Atop the list is the pain associated with taking losses. This manifestation of misery has two quite different faces. It starts with the ugly knot in our stomachs when a position moves against us. It then evolves into quiet exhaustion when we finally bite the bullet and take the loss.
The second messenger of misery is missing a trading opportunity. This version is so powerful it's become the primary force behind the strategy we know as momentum trading. That might sound odd, but consider what makes the momentum trader so willing to buy above the market or sell below it. They're trying to avoid the pain of missing out by getting in or out at any price.
A third type of market pain is more subtle, but equally damaging to a trader's psyche. This is the genuine discomfort produced by boredom during periods when there's little or no opportunity in the markets. This pain producer grows exponentially when we're getting over the pain from taking a big loss. During those uncomfortable times, we're anxious to drink from the market's wells, but there's not a drop of opportunity in sight.
Finally, there's the exquisite pain associated with drawdowns following our most profitable periods. Our trading psychology changes exponentially when we make money in the markets. We quickly develop a sense of invincibility that blinds us to the cyclical nature of profit and loss. We're then shocked to find that we're mere mortals when the tables finally turn. I suspect this pain has become quite common in the last two weeks.
Making It Work for You
Traders need to accept their pain because it's a necessary learning and development tool. Like a child touching a hot stove for the first time, pain lets us know something is wrong. But the appropriate response to market pain is often counterintuitive. In fact, the best path of action may be to let those fingers fry for a while before pulling them off the burner.
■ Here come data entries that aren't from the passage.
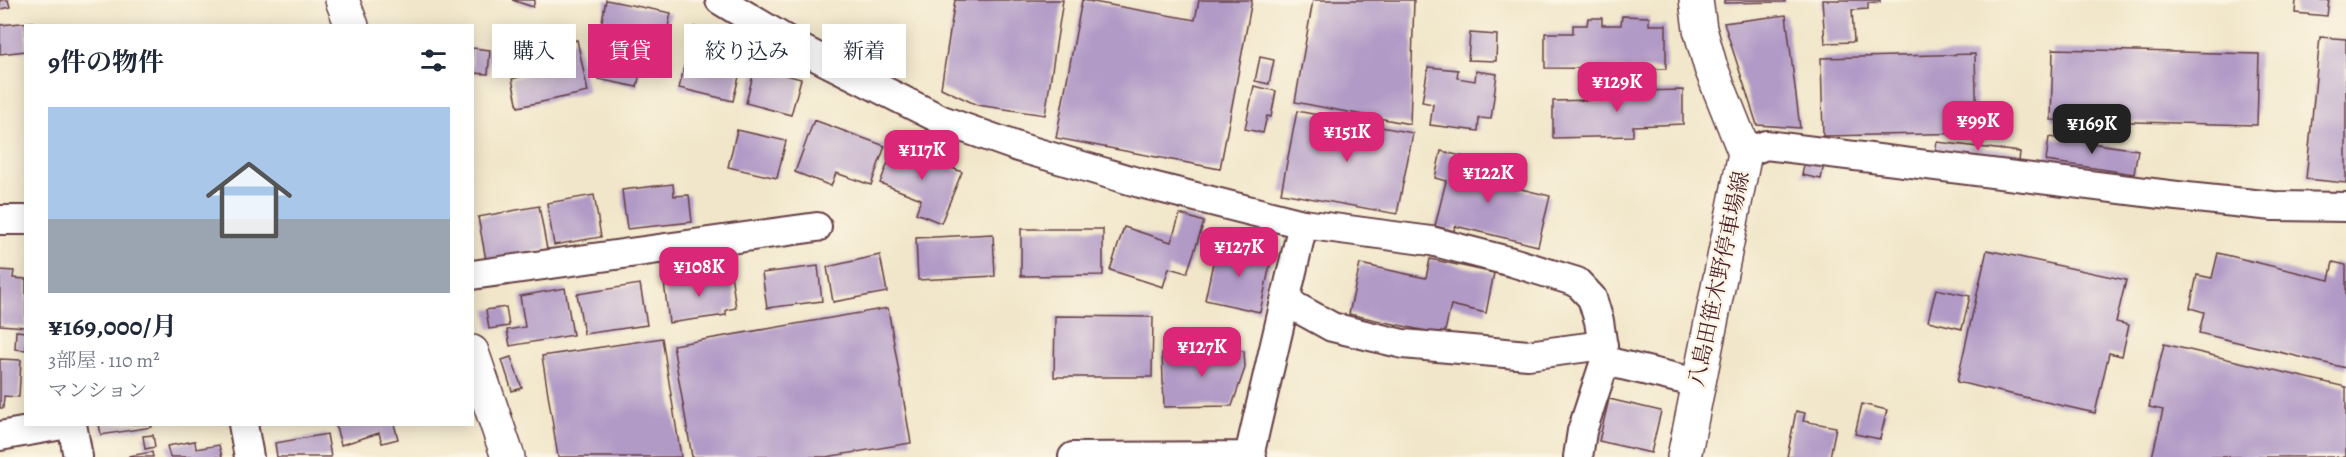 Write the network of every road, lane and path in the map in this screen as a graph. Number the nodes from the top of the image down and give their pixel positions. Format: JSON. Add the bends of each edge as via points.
{"nodes":[{"id":1,"x":342,"y":0,"type":"edge"},
{"id":2,"x":720,"y":0,"type":"edge"},
{"id":3,"x":1696,"y":0,"type":"edge"},
{"id":4,"x":351,"y":24,"type":"edge"},
{"id":5,"x":1745,"y":153,"type":"junction"},
{"id":6,"x":2346,"y":207,"type":"edge"},
{"id":7,"x":0,"y":220,"type":"edge"},
{"id":8,"x":24,"y":220,"type":"edge"},
{"id":9,"x":1303,"y":224,"type":"junction"},
{"id":10,"x":817,"y":227,"type":"dead end"},
{"id":11,"x":474,"y":275,"type":"edge"},
{"id":12,"x":1285,"y":301,"type":"junction"},
{"id":13,"x":1604,"y":353,"type":"junction"},
{"id":14,"x":474,"y":358,"type":"edge"},
{"id":15,"x":1698,"y":383,"type":"junction"},
{"id":16,"x":57,"y":426,"type":"edge"},
{"id":17,"x":72,"y":426,"type":"edge"},
{"id":18,"x":243,"y":426,"type":"edge"},
{"id":19,"x":0,"y":436,"type":"edge"},
{"id":20,"x":1250,"y":456,"type":"edge"},
{"id":21,"x":78,"y":457,"type":"edge"},
{"id":22,"x":249,"y":457,"type":"edge"},
{"id":23,"x":508,"y":457,"type":"edge"},
{"id":24,"x":1073,"y":457,"type":"edge"},
{"id":25,"x":1578,"y":457,"type":"edge"},
{"id":26,"x":1684,"y":457,"type":"edge"}],
"edges":[{"from":1,"to":4,"type":"main road"},
{"from":2,"to":9,"type":"street","via":[[803,50],[942,120],[1140,183]]},
{"from":3,"to":5,"type":"main road","name":"八島田笹木野停車場線","via":[[1711,68]]},
{"from":5,"to":6,"type":"street","via":[[1766,145],[2177,196],[2273,206]]},
{"from":5,"to":15,"type":"main road","name":"八島田笹木野停車場線"},
{"from":7,"to":8,"type":"street"},
{"from":9,"to":12,"type":"street"},
{"from":9,"to":13,"type":"street","via":[[1431,241],[1577,282],[1592,298]]},
{"from":10,"to":11,"type":"street"},
{"from":12,"to":13,"type":"street","via":[[1332,327],[1403,345],[1528,356]]},
{"from":12,"to":20,"type":"street"},
{"from":13,"to":15,"type":"street"},
{"from":13,"to":25,"type":"street"},
{"from":14,"to":23,"type":"main road"},
{"from":15,"to":26,"type":"main road","name":"八島田笹木野停車場線"},
{"from":16,"to":19,"type":"street"},
{"from":17,"to":21,"type":"street"},
{"from":18,"to":22,"type":"street"},
{"from":20,"to":24,"type":"street"}]}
Consider how often we dump our losses at the exact low of a price swing. This odd phenomenon suggests pain is a highly effective directional indicator. In other words, the loser that's causing us so much pain will probably bounce exactly one tick after we give up and get out. So shouldn't we wait just a little longer before selling out?
Unfortunately, it's always a two-edged sword. That pain may be telling us we've already stuck around too long and are in a very dangerous situation. Trying to hold on for one tick past a pain threshold could mean the end of a trading career. But consider the possibilities if you're watching from the sidelines and putting yourself into the mindset of those suffering traders.
Empathy with the pain of other traders is a superb timing tool that can get you positioned at near-perfect entry points. The trick is to step into their shoes and see where you'd be crying uncle. Then wait for a surge into that price, enter the market in the other direction, and protect yourself with a tight stop-loss.
One reason this bottom-fishing technique works so well is because traders get to use what they already know, instead of trying to interpret a lot of numbers and patterns. That's one good thing about pain. If we apply it constructively to our market experiences, it actually starts to work in our favor.
Getting Off the Mat
At its core, the opposite of pain is empowerment. Perhaps that's why I'm so focused right after my most painful market experiences. For example, I usually book my best profits in the days and weeks after taking a series of losses. The drawdown apparently wakes me from my bad habits and growing sense of complacency. It centers my efforts on taking profit out of the market, rather than chasing positions that have nowhere to go.
The key difference between a successful trader and a losing one is how empowerment becomes a more active market force than pain. The successful trader may lose money, but will make it back quickly by turning pain into motivation. Through their experience, they've acquired a level of confidence that awakens their ability to use pain as an urgent signal to change their habits and approach to the market.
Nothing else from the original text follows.